We Maasai Indigenous community are appealing for international support so that our land and our rights are respected. The myth of ‘Protected areas’ takes away not only our rights as people, but our ability to exercise our responsibilities related to land. Our symbiosis that connects us with spirits, animals, plants, water and land will be disrupted if this land is taken away from us. Tanzania is a signatory to the United Nations Declaration for the Rights of Indigenous People (UNDRIP) that underpins the principle of Free, Prior and Informed Consent.
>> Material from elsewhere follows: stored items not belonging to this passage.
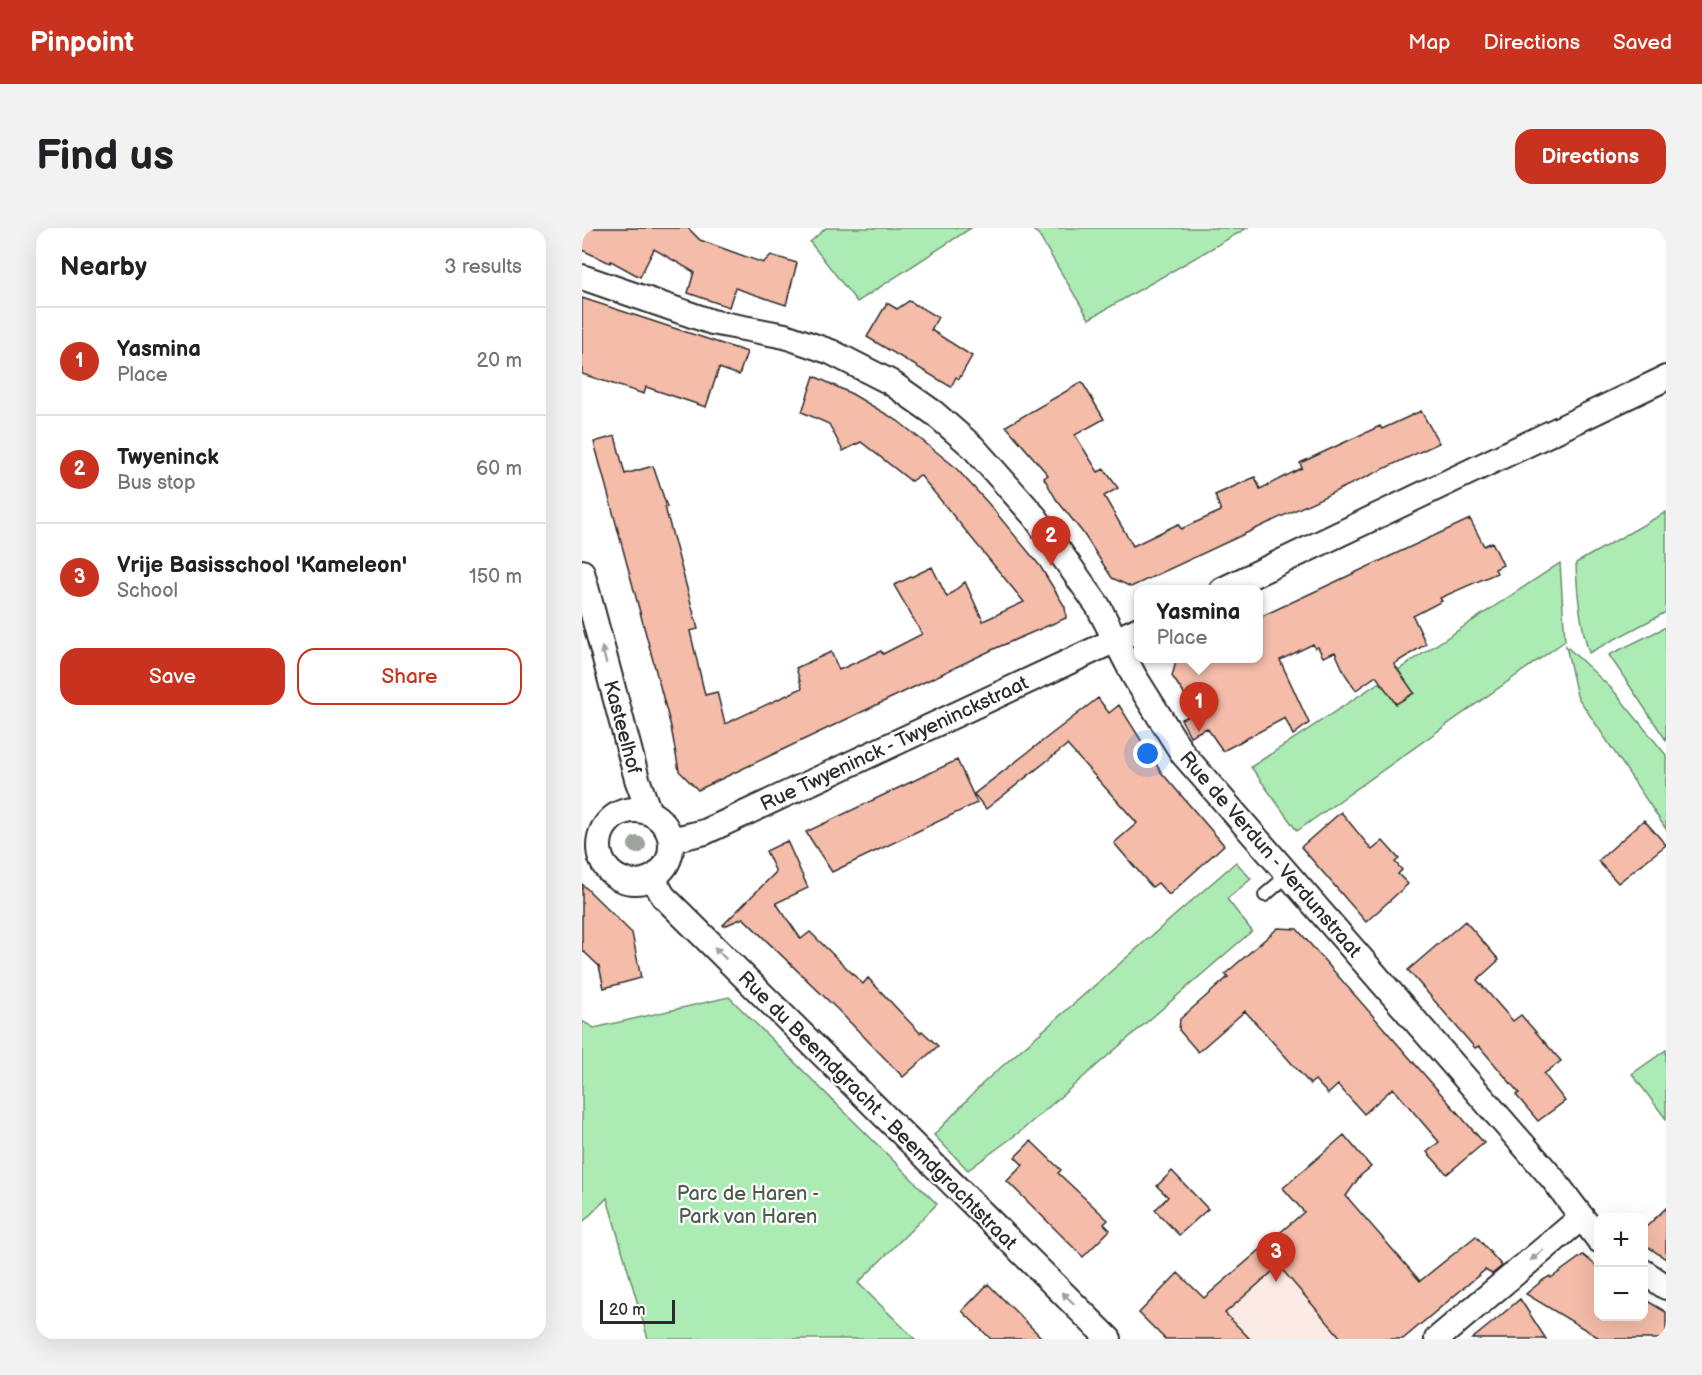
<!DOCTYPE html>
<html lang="en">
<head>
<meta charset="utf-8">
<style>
	body { margin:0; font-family:"Balsamiq Sans",sans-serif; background:#f2f2f2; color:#202124 }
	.controls { position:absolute; right:18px; bottom:18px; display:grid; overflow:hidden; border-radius:12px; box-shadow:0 6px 24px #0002 }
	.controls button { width:54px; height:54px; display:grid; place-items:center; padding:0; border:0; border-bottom:2px solid #e0e0e0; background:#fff; color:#202124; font:30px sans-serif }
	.scale { position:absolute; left:18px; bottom:15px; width:75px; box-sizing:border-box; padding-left:6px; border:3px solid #2b2b2b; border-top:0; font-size:16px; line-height:21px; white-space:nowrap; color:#2b2b2b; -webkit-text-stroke:4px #fff; paint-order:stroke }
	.you { position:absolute; left:566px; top:526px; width:21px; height:21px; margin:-15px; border:4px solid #fff; border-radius:50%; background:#1a73e8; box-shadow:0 0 0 9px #1a73e833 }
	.badge { display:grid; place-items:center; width:39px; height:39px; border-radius:50%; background:#c8321e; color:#fff; font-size:20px; font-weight:700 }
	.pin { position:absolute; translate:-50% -50px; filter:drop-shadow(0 2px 3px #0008) }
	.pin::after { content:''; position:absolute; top:32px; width:21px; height:18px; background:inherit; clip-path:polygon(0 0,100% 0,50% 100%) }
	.popup { position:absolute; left:552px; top:357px; width:129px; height:78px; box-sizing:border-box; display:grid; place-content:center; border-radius:12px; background:#fff; filter:drop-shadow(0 2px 4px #0005); font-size:20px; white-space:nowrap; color:#757577 }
	.popup b { font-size:22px; color:#202124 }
	.popup::after { content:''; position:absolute; left:50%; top:100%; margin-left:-12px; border:12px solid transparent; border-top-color:#fff }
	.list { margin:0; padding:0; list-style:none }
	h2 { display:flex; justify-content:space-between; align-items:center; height:78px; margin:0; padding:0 24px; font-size:26px }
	h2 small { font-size:20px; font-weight:400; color:#757577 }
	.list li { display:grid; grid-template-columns:39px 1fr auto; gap:18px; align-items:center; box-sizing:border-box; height:108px; padding:0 24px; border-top:2px solid #e0e0e0 }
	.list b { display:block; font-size:22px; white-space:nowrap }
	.list p { margin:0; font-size:20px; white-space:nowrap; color:#757577 }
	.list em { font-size:20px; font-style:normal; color:#757577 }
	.actions { display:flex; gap:12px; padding:18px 24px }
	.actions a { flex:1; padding:14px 0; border:2px solid #c8321e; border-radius:18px; text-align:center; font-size:21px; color:#c8321e }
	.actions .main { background:#c8321e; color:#fff }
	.map { position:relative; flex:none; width:1084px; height:1111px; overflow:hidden; border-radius:18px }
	header { display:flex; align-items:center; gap:36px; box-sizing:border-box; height:84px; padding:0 30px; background:#c8321e; color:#fff }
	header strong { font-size:28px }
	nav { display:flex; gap:33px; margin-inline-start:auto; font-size:21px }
	.intro { display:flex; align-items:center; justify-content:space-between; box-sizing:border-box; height:144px; padding:0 36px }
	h1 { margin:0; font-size:42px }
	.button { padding:15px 27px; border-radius:18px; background:#c8321e; color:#fff; font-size:21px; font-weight:700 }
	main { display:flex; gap:36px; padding:0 36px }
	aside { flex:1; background:#fff; border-radius:18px; box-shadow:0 6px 24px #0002 }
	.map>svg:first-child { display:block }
</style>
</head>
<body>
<header>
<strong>Pinpoint</strong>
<nav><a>Map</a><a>Directions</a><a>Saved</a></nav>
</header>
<div class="intro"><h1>Find us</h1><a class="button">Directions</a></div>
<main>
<aside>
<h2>Nearby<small>3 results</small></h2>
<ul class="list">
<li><span class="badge">1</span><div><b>Yasmina</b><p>Place</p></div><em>20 m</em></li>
<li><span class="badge">2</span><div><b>Twyeninck</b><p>Bus stop</p></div><em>60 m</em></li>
<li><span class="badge">3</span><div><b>Vrije Basisschool 'Kameleon'</b><p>School</p></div><em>150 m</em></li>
</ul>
<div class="actions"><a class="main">Save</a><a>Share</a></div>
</aside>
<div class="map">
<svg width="1084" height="1111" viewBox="0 0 1084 1111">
	<rect width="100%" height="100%" fill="#fff"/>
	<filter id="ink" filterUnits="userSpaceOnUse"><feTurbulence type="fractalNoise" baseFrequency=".0167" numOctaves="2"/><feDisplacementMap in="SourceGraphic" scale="12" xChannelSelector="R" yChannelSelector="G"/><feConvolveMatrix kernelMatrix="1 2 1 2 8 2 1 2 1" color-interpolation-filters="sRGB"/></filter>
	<g filter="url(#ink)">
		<!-- built -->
		<path fill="#fcebe5" d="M 702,1001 L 799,1111 L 609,1111 L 637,1057 Z"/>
		<!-- green -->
		<path fill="#acecb4" stroke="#6c8c70" stroke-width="1.5" d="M 244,0 L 389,0 L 275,74 L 228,14 Z
			M 448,0 L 665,0 L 507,91 L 456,6 Z
			M 1084,284 L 1084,384 L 1007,425 C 998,395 995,366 994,335 Z
			M 978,335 L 983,413 L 715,603 L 669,539 Z
			M 1084,399 L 1084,512 L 1027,427 Z
			M 984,418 L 1031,462 L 1084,527 L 1084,601 L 995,468 Z
			M 654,634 L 669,651 L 645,671 L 670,703 L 439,903 L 386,942 L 352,907 L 401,855 Z
			M 147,769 L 355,976 L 276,1055 L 333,1111 L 66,1111 L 25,970 L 0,995 L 0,793 L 12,800 Z
			M 1084,822 L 1084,891 L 1050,846 Z"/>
		<!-- building -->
		<path fill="#f4bca9" stroke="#2b2b2b" stroke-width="1.5" d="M 0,0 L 106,0 L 118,12 L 181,35 L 189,27 L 215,35 L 204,77 L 153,60 L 147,79 L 106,65 L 112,44 L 72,21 L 58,49 L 29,33 L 28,35 L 0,22 Z
			M 0,70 L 165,124 L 157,147 L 137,140 L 124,179 L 64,159 L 62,166 L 0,146 Z
			M 327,73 L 356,89 L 349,102 L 390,128 L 377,151 L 374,149 L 369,159 L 285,109 L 305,75 L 315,81 Z
			M 232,148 L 270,166 L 316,193 L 372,238 L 406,275 L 458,338 L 483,379 L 484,390 L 414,420 L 116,562 L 97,543 L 89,499 L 12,214 L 33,208 L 43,246 L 71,238 L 85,279 L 83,279 L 116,401 L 108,403 L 123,467 L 135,464 L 143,496 L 220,460 L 214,440 L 249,424 L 257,442 L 299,423 L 301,426 L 340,406 L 312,357 L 350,339 L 365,369 L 383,354 L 401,393 L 442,374 L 338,247 L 329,253 L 279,214 L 261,223 L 247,196 L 220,184 Z
			M 500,154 L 522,191 L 493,207 L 516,244 L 522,241 L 536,260 L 522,268 L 551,318 L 596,296 L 599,301 L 639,283 L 633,267 L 673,249 L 678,261 L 720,240 L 718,235 L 798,198 L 800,201 L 839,183 L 857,215 L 549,359 L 530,350 L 501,305 L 474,271 L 462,250 L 466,247 L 424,198 Z
			M 888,291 L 902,318 L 910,314 L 921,337 L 913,341 L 915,345 L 858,370 L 860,373 L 831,388 L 844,416 L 812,436 L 832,465 L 814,476 L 794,448 L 774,462 L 763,446 L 753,424 L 741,429 L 736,419 L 733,420 L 731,416 L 698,432 L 727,495 L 711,507 L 703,490 L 641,523 L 625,500 L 608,508 L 599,491 L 615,485 L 590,448 L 595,430 L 677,430 L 677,388 L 678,389 Z
			M 516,470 L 527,485 L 537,477 L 579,544 L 642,617 L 587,667 L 576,655 L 570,659 L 532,615 L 555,595 L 485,517 L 404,581 L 392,566 Z
			M 375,532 L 395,575 L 250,644 L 224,604 Z
			M 759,584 L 790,622 L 801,613 L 817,631 L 813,634 L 820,642 L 816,646 L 826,656 L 784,694 L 719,619 Z
			M 1062,592 L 1084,617 L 1036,655 L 1016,633 Z
			M 205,613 L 226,660 L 194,675 L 219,711 L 228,704 L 281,756 L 286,750 L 338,805 L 340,803 L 356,818 L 321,849 L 256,782 L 161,690 L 142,698 L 141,697 L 194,644 L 184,623 Z
			M 0,656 L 50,705 L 59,750 L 22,760 L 17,738 L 0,722 Z
			M 883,693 L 917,732 L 895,752 L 931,793 L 939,787 L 979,833 L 962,846 L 983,873 L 956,893 L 934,867 L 937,865 L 897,818 L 893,820 L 826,742 Z
			M 696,700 L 715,701 L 902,915 L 865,946 L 845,924 L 857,914 L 811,860 L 782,886 L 756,857 L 746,866 L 733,852 L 728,856 L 663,783 L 616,824 L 597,802 L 598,791 L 646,749 L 643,746 Z
			M 762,907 L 789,939 L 778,948 L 764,968 L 838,1053 L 894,1008 L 920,1038 L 910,1046 L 903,1042 L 821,1111 L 760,1111 L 697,1038 L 643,1085 L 668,1111 L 583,1111 L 557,1085 L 596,1045 L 622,1070 L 722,984 L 701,960 Z
			M 449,913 L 479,942 L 476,945 L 526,992 L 522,996 L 528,1002 L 501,1029 L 425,953 L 441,937 L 433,929 Z
			M 590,943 L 626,981 L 597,1007 L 573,982 L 586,969 L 575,958 Z
			M 1084,980 L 1084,1031 L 1062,1016 L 1062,1001 Z
			M 1001,1027 L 1017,1040 L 1017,1089 L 1062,1089 L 1062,1071 L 1084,1084 L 1084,1111 L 1019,1111 L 944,1066 L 961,1052 L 968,1048 L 969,1050 Z
			M 406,1056 L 461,1111 L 409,1111 L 380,1083 Z
			M 938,1071 L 964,1111 L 890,1111 L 917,1089 Z"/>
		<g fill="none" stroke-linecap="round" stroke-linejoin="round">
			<defs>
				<path id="service" d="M 683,667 L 706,647"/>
				<path id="minor" d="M 0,49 L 130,94 L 203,108 L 249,124 L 308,154 L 352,185 L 391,219 L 453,289 L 516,378 L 552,448 L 601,526 L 971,951 L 1017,1012
					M 0,344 L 55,551 L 67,584
					M 640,362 L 1084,150
					M17 618a36 36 0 1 1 72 0a36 36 0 1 1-72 0Z
					M 89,612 L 123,604 L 557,401
					M 71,650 L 81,668 L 527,1111
					M 1062,1044 L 1084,1059
					M 855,1111 L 1000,989"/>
			</defs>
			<!-- service casing -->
			<use href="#service" stroke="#2b2b2b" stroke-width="16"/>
			<!-- minor casing -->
			<use href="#minor" stroke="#2b2b2b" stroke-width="28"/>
			<!-- service -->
			<use href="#service" stroke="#fff" stroke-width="12"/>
			<!-- minor -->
			<use href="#minor" stroke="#fff" stroke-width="24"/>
		</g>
		<!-- trees -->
		<circle fill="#9ca59d" cx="55" cy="617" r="9"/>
		<!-- one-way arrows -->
		<defs><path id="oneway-solid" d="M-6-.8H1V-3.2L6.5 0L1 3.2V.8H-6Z" transform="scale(1.5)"/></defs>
		<g fill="#a0a0a0">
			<use href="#oneway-solid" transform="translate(22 427) rotate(-105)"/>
			<use href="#oneway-solid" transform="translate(138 725) rotate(-135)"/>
			<use href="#oneway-solid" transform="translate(955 1027) rotate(140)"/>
			<use href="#oneway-solid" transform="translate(486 1070) rotate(-136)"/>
		</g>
	</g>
	<g text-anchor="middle" stroke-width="4.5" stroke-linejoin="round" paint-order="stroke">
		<!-- street labels -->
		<g font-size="20" fill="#2b2b2b" stroke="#fff">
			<text transform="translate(41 499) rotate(75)" y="7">Kasteelhof</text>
			<text transform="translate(312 515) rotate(-25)" y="7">Rue Twyeninck - Twyeninckstraat</text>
			<text transform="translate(689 626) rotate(49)" y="7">Rue de Verdun - Verdunstraat</text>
			<text transform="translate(296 882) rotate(45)" y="7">Rue du Beemdgracht - Beemdgrachtstraat</text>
		</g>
		<!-- park labels -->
		<g font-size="20" fill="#4b5b4d" stroke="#fff">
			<text x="166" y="972">Parc de Haren -<tspan x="166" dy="23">Park van Haren</tspan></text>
		</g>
	</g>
</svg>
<div class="controls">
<button>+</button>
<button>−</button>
</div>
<div class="scale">20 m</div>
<div class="you"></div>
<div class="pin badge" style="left:617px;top:504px">1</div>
<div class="popup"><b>Yasmina</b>Place</div>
<div class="pin badge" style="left:469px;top:338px">2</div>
<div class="pin badge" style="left:694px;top:1054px">3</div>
</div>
</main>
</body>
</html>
We want the Tanzanian government to immediately stop the plan of evicting us from our ancestral land and wait for the court case to be determined.”
International solidarity with the Maasai:
The world is watching this horrendous situation and demanding clearly and loudly that the Maasai rights be respected and protected.
Here are petitions on the issue:
Avaaz petition: signed by over 3 million citizens
IPRI petition: signed by almost 500 civil society organizations and 4,747 Individuals
Boycott of Tanzania’s tourism petition: signed by over 900 individuals
The Oakland Institute petition: signed by 109,062 supporters
As donors of the Tanzanian government, you are positioned to rescue the life, livelihoods and culture of our people. You can either be silent and complicit, or take a stand for justice, dignity and human rights. You can keep providing funding to those responsible for appropriating our land in the name of profit or you can make it clear to our government that you will not stand by as our right to live peacefully on and conserving our land is denied to make space for elite tourism and “trophy” hunting. This is not the first time that we are fighting to secure our rights and protect the lives of our people – we need a permanent solution and we need it now. We will not leave; Not Now, Not Ever!
We are asking you to demand the Minister of Natural Resources and Tourism, Damas Ndumbaru, President Samia Suluhu Hassan and the Prime Minister Majaliwaour put an end to all evictions and plans to amend the 1959 Ngorongoro Conservation Area Act and for the government to meet with us to discuss our legitimate demands and to find a mutually agreed way forwards.